The Facts: Contrary to the statement, there is evidence that gas operations can affect surrounding air quality in the region. This is especially true in parts of the Barnett Shale that produce condensate. TCEQ has conducted fairly extensive monitoring to date, though it could not be characterized yet as comprehensive (see January results). Other local governments and private citizens around the Barnett Shale have also commissioned their own monitoring analyses.
Here is a summary of my take on the TCEQ’s air sampling:
Air pollution levels exceeded TCEQ’s health-based comparison value for benzene in at least one sample taken in every one of the counties TCEQ tested (Denton, Hood, Johnson, Parker, Tarrant and Wise). Note that list includes a sample with elevated benzene taken in Tarrant County [home to Fort Worth].
While TCEQ’s press release and much of the media coverage about its January report refers to 94 sites that were “surveyed,” measurements for benzene and other Volatile Organic Compounds (VOCs) were made only at 64 locations. Because many of the 64 monitoring sites were clustered around each other, we estimate from the aerial maps provided in TCEQ’s report that 32 unique areas around the Barnett Shale were sampled for VOCs.
Benzene levels at 22 of the 64 monitoring sites were above the TCEQ’s long-term, health-based comparison value of 1.4 parts per billion. These sites are within 11 of the 32 unique areas sampled. At least seven of these 11 unique areas contain or are in close proximity to residences.
Bottom line on TCEQ’s results: When one out of every three areas sampled throughout the Barnett Shale show elevated levels of benzene, it suggests that harmful air emissions are not a rare occurrence.

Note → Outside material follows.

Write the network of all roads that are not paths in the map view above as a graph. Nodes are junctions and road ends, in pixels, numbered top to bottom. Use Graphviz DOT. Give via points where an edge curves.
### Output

And before anyone adopts the Council’s statement included in its handout, “TCEQ Fort Worth air quality tests found no detectable levels of benzene at any of the 116 [sic] natural gas sites tested,” please consider the following facts about TCEQ’s limited sampling campaign in the City limits during December 2009. Although 126 sites were “visited” by TCEQ in the Fort Worth area (98 within the city limits), only eight canister samples were taken and analyzed for benzene. And while benzene levels in these eight samples were reported as “not detected” by the TCEQ, the fine print in its report acknowledges that the lowest amount of benzene its analytical instrument could detect was two to seven times higher than the health-based comparison value of 1.4 ppb.
In other words, TCEQ’s testing during the three-day Fort Worth campaign could have easily missed elevated benzene levels.

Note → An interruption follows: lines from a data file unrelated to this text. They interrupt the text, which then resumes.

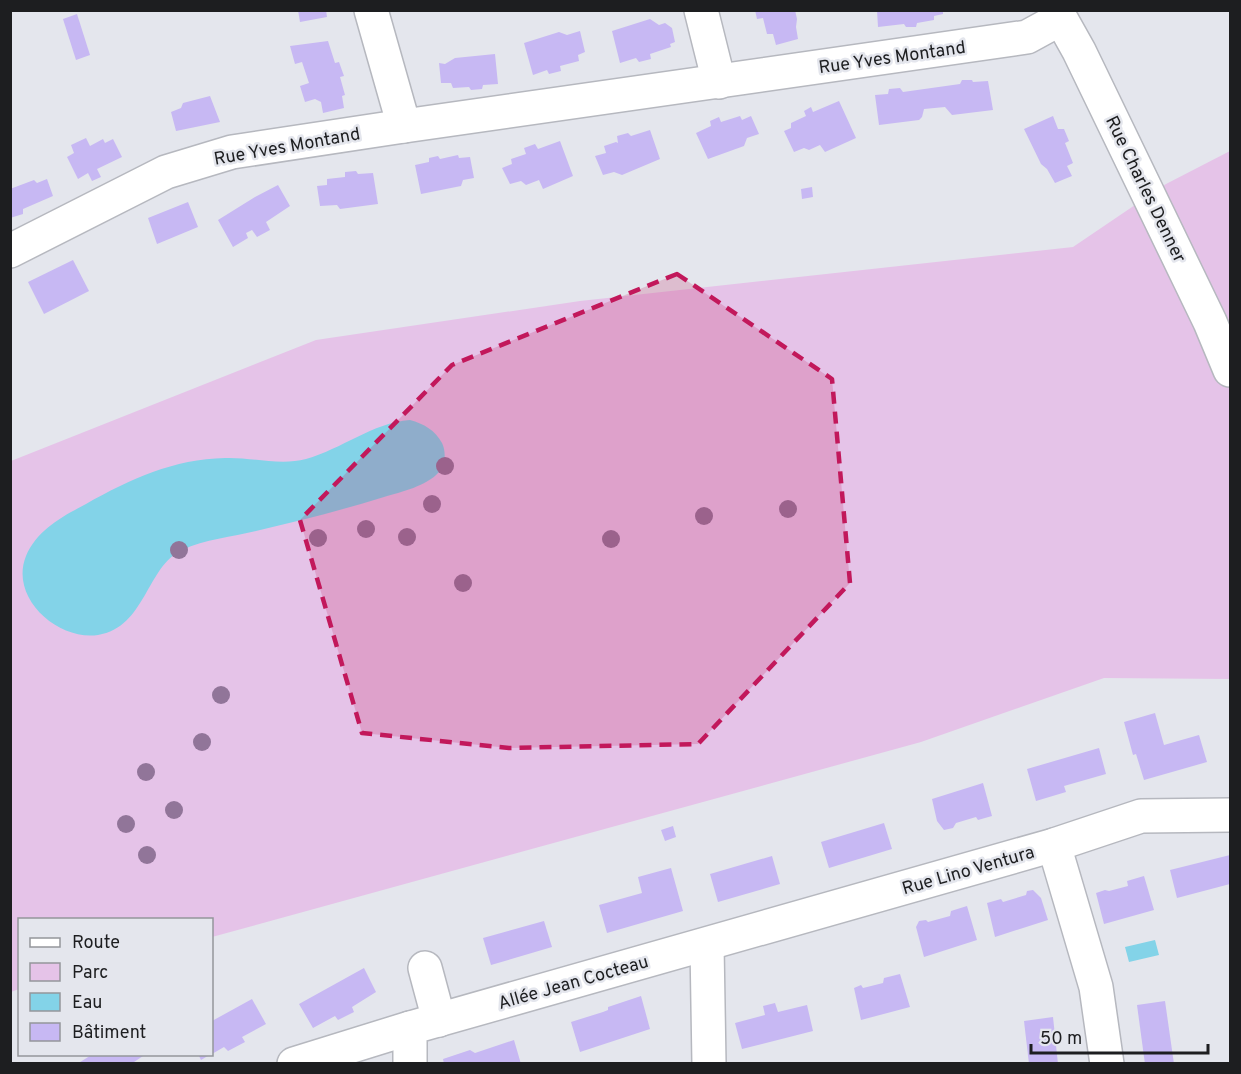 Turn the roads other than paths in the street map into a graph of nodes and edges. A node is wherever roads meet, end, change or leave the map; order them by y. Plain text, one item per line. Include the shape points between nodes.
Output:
1 (370, 10) edge
2 (701, 10) edge
3 (1058, 15) edge
4 (719, 82) junction
5 (404, 126) junction
6 (10, 251) edge
7 (1230, 370) edge
8 (1230, 815) edge
9 (1054, 845) junction
10 (707, 945) junction
11 (425, 968) dead end
12 (424, 1024) junction
13 (294, 1064) edge
14 (410, 1064) edge
15 (710, 1064) edge
16 (1107, 1064) edge

1 - 5 street
2 - 4 street
3 - 4 street, Rue Yves Montand via 1027,37
3 - 7 street, Rue Charles Denner via 1079,51
4 - 5 street, Rue Yves Montand
5 - 6 street, Rue Yves Montand via 232,152 166,172
8 - 9 street, Rue Lino Ventura via 1141,816
9 - 10 street, Rue Lino Ventura
9 - 16 street via 1096,987
10 - 12 street, Allée Jean Cocteau
10 - 15 street
11 - 12 street
12 - 13 street, Allée Jean Cocteau
12 - 14 street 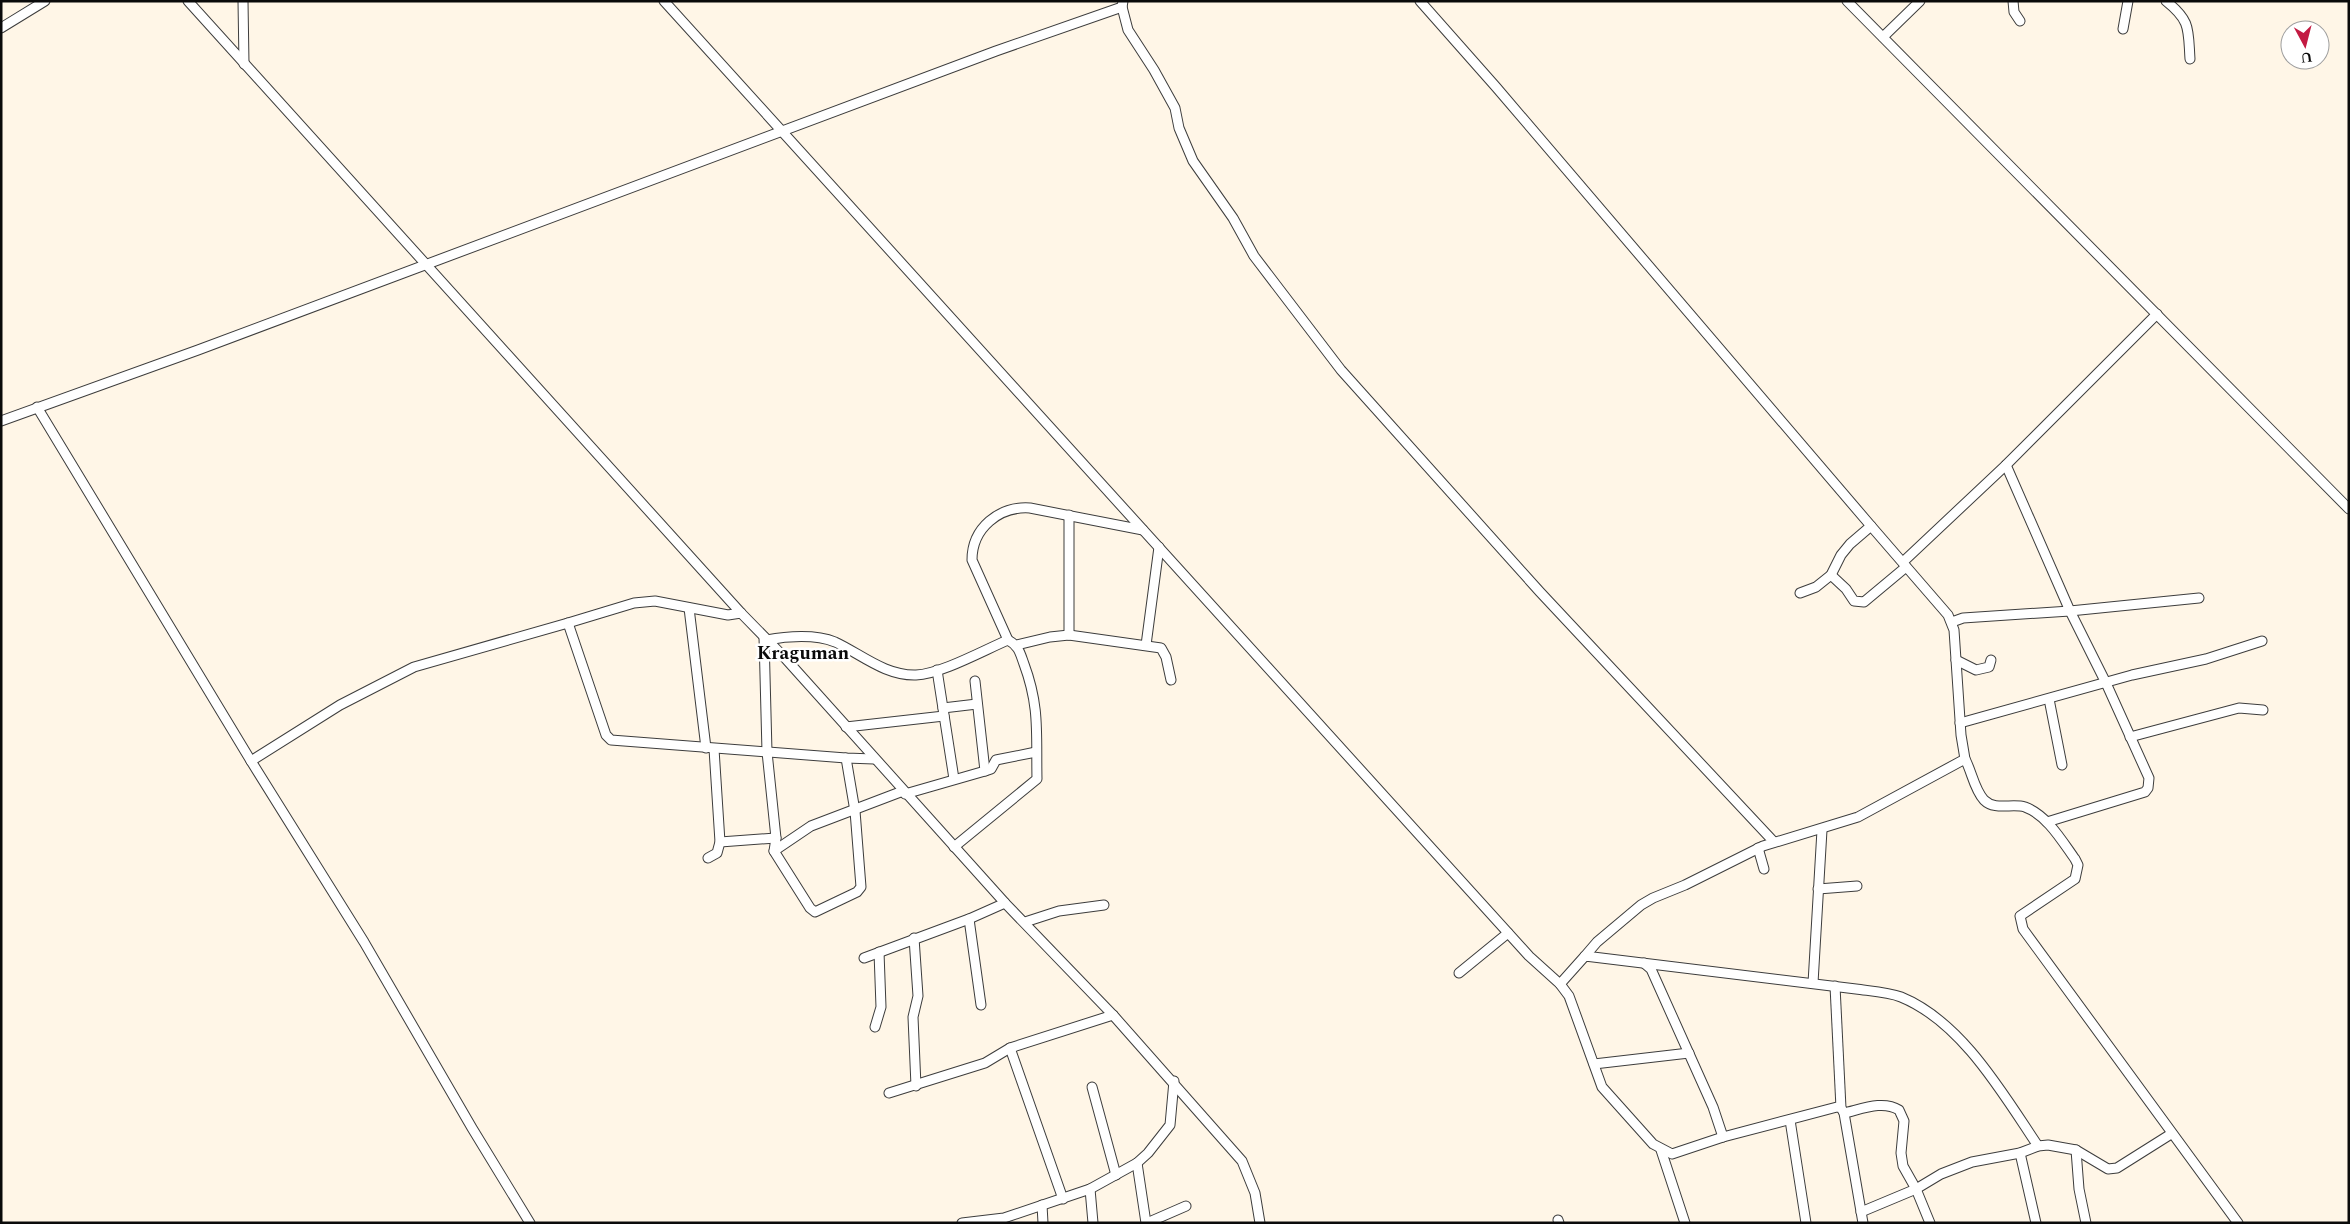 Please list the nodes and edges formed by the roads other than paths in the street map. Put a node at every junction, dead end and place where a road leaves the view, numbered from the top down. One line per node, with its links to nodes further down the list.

The Opportunity for Natural Gas Producers
Here is the bottom line: If the natural gas industry wants to deliver on the promise that natural gas – a valuable and potentially plentiful U.S. resource – can be a cleaner transition fuel to a low-carbon economy, then it must conduct its business in the most ethically and environmentally responsible way possible. Public relations campaigns based on flawed facts run the risk of further eroding public trust in the industry, thereby killing the proverbial golden goose (or shooting themselves in the foot).
Rather than continuing to deny that there are emissions associated with their operations, natural gas producers should instead demonstrate to the public that they are employing all technologies that can cost-effectively minimize those emissions. We hope the Council’s members will encourage their non-profit education arm to do a better job of presenting the facts.

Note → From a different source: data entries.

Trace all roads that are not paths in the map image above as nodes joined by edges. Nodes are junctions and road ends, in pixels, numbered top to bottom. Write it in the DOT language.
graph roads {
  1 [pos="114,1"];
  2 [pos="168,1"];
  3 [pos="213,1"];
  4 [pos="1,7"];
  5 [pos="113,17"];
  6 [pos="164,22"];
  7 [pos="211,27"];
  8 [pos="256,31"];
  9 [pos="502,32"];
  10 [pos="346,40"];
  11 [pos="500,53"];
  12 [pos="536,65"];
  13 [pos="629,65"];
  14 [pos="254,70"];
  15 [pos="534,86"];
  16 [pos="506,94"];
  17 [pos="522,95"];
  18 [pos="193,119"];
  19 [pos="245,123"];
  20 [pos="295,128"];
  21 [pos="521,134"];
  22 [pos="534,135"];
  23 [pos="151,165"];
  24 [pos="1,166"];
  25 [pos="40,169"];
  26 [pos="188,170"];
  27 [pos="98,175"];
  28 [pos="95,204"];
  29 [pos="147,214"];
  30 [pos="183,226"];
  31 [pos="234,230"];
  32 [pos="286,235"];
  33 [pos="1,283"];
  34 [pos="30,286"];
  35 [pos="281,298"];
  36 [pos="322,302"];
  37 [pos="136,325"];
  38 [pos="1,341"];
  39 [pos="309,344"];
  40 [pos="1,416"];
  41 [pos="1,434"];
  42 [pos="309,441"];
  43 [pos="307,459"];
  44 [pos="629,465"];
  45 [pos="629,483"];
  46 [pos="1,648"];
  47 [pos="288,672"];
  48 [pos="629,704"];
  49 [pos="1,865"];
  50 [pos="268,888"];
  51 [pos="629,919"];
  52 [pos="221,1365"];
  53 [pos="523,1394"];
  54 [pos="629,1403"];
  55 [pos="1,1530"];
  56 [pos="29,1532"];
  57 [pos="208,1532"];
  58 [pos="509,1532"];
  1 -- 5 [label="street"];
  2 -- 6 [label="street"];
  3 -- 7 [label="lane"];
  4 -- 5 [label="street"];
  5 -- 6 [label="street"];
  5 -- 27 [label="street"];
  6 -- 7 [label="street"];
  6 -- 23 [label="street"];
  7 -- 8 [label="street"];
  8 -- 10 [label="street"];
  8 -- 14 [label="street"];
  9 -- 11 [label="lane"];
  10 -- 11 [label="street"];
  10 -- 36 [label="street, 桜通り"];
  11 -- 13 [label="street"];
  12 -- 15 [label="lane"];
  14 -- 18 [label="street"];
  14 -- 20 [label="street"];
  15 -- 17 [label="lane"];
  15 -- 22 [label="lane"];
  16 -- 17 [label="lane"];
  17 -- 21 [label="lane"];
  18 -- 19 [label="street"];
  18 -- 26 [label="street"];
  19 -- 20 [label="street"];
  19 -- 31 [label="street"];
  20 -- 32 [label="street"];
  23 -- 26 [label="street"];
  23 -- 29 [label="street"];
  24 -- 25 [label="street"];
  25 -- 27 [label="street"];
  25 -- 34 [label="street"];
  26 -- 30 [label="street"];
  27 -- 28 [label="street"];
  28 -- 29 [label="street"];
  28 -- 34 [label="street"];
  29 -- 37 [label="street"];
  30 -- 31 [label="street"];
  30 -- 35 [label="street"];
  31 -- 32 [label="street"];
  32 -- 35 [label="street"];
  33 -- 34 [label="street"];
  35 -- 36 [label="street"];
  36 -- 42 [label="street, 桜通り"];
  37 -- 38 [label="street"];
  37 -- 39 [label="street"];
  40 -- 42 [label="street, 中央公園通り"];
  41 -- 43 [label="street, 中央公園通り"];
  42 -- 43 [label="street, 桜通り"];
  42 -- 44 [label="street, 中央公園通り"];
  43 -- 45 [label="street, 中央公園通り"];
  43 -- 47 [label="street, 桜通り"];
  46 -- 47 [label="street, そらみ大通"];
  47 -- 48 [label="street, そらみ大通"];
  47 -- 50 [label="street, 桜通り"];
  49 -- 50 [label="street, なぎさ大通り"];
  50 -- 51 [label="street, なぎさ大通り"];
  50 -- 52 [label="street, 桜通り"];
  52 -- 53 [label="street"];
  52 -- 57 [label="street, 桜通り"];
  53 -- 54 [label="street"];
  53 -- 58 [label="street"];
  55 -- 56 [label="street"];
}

At the Capitol briefing, someone in the audience asked if there was hope of moving past the status quo of dueling studies and parties trying to discredit other parties. The Council’s spokesperson offered that the effort being initiated by City of Fort Worth (to better characterize air quality impacts from natural gas production activities) could be a move in that positive direction. We couldn’t agree more.
(This article is entitled The Truth About the Facts from the Barnett Shale Energy Education Council on the EDF website. Dr. Alvarez holds a Bachelor’s of Science degree in chemistry from Duke University and a Ph.D. in physical chemistry from the University of California at Berkeley.)